** Available data follows **

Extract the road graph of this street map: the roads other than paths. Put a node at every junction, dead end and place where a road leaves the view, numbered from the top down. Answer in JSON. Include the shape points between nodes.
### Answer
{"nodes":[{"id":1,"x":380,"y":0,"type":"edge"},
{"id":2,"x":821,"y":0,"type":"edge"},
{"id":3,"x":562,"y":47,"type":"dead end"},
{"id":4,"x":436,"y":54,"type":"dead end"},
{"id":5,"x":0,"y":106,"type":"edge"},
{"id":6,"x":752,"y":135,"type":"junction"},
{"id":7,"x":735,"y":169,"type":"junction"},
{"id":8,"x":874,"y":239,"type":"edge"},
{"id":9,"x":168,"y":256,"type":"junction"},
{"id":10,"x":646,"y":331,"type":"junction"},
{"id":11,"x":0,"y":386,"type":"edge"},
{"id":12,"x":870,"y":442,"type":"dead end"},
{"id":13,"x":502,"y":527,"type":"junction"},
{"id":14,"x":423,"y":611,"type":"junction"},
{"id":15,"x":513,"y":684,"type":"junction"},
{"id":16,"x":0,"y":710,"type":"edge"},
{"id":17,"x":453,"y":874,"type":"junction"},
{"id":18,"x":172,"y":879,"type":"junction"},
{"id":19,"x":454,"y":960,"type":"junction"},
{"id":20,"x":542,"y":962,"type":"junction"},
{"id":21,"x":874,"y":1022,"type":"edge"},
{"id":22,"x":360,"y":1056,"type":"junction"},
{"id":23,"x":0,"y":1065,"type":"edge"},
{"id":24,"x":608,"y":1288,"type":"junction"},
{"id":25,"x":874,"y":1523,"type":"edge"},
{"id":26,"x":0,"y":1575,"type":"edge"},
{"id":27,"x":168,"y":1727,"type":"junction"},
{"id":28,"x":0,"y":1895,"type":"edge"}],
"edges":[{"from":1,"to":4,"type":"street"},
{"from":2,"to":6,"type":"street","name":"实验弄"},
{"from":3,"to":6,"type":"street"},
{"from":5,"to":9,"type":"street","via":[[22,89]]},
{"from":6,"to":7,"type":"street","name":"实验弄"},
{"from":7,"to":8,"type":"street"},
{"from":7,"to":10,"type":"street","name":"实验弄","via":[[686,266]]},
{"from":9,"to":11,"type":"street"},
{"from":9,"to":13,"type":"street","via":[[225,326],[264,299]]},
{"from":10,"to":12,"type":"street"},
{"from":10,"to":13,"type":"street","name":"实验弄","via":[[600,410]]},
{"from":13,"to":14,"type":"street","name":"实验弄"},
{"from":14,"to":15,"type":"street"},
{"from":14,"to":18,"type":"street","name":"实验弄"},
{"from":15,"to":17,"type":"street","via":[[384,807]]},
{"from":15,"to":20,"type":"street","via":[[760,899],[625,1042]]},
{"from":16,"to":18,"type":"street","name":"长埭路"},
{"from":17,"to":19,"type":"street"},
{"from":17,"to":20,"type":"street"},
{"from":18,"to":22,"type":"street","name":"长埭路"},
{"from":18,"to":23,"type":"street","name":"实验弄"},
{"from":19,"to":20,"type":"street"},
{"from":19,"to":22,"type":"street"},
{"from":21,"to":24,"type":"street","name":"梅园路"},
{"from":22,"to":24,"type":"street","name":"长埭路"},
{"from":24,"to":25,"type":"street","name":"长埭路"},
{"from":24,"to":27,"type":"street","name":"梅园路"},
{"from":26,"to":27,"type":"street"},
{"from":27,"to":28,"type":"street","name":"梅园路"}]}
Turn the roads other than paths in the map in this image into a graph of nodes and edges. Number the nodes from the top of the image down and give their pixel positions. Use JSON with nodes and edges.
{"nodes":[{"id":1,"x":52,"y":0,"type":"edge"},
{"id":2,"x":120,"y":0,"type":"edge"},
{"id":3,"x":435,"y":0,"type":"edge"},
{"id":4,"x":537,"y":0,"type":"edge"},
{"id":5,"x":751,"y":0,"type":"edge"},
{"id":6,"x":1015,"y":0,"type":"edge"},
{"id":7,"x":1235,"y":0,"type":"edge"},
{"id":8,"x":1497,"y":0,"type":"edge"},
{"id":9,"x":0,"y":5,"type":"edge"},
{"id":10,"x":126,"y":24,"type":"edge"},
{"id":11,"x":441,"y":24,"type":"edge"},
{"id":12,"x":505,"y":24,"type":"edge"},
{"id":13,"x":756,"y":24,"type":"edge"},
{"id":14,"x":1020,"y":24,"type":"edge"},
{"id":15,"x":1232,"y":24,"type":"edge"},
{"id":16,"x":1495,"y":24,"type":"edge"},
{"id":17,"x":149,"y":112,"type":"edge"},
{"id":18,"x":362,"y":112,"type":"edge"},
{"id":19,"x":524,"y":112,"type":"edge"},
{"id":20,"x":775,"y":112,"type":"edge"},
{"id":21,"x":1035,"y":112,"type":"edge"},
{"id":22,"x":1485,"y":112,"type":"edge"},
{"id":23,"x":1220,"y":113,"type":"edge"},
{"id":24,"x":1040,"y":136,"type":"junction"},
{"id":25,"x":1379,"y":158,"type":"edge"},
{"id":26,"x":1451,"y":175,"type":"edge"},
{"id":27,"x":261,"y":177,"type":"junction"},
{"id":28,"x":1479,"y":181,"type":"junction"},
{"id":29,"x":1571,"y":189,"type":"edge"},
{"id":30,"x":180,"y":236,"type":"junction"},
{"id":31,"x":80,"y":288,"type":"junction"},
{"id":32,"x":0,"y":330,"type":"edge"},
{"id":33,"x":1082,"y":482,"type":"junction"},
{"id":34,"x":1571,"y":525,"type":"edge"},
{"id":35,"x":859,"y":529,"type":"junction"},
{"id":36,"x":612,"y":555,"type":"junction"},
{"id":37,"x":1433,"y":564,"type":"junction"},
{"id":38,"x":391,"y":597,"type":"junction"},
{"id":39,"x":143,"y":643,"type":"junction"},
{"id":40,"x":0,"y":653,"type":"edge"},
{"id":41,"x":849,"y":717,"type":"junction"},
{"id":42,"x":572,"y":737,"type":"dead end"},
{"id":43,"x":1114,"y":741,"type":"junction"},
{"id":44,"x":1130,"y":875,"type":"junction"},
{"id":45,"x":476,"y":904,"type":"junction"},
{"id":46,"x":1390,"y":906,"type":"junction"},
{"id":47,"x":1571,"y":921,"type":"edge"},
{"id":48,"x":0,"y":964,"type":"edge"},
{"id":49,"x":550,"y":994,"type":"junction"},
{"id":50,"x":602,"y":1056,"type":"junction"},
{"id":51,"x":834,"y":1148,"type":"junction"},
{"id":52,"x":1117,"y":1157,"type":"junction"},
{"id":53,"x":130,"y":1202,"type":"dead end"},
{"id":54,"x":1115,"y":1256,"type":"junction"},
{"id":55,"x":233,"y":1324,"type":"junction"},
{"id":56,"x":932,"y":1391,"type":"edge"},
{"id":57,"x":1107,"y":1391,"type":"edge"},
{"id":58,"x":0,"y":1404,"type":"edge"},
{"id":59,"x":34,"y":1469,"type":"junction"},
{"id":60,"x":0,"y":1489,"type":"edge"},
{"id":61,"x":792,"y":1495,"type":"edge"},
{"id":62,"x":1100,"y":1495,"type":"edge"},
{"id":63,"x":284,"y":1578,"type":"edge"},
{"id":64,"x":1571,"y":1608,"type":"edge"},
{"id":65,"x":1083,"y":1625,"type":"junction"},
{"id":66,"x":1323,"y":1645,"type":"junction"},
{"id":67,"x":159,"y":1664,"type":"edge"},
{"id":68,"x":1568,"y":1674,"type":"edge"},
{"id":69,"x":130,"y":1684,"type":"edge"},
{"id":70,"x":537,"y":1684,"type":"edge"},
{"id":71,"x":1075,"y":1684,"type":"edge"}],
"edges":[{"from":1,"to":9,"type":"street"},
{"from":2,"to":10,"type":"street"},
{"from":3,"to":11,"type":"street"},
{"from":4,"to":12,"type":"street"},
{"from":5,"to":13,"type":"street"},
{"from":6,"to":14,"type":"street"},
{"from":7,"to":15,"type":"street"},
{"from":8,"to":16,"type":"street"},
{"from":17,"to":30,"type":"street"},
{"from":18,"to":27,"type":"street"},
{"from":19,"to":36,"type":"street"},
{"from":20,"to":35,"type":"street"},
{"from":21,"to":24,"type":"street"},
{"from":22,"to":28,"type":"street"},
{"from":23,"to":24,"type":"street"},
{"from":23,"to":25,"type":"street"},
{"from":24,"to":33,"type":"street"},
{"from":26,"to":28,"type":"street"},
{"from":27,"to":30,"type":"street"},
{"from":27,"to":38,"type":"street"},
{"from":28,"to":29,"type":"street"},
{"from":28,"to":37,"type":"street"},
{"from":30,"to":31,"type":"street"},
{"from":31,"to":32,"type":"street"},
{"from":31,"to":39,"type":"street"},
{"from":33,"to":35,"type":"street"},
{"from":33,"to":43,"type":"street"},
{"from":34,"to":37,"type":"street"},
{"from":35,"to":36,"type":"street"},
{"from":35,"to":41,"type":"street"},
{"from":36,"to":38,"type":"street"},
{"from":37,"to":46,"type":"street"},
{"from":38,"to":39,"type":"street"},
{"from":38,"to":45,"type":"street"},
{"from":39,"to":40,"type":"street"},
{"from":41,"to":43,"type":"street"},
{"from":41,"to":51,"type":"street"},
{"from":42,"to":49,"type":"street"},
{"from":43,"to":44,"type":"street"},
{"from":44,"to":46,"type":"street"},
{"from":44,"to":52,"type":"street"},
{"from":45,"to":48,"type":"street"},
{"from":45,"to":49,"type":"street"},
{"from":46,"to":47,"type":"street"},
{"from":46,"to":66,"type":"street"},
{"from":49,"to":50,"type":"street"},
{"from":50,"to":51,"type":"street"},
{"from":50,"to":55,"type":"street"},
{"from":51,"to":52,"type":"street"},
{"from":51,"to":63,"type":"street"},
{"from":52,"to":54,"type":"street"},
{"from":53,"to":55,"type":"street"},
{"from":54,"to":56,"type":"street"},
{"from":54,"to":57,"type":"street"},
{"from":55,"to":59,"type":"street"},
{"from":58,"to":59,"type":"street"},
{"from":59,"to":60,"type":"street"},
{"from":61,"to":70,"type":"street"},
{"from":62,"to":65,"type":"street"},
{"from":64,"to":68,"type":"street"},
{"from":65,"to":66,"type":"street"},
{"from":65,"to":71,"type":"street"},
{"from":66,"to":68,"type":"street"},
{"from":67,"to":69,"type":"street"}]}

** End of Available data **

--- What the exercise asks ---
Indicate the number of lines in the data above that contain the string "Answer", without any additional text.

--- Response below ---
2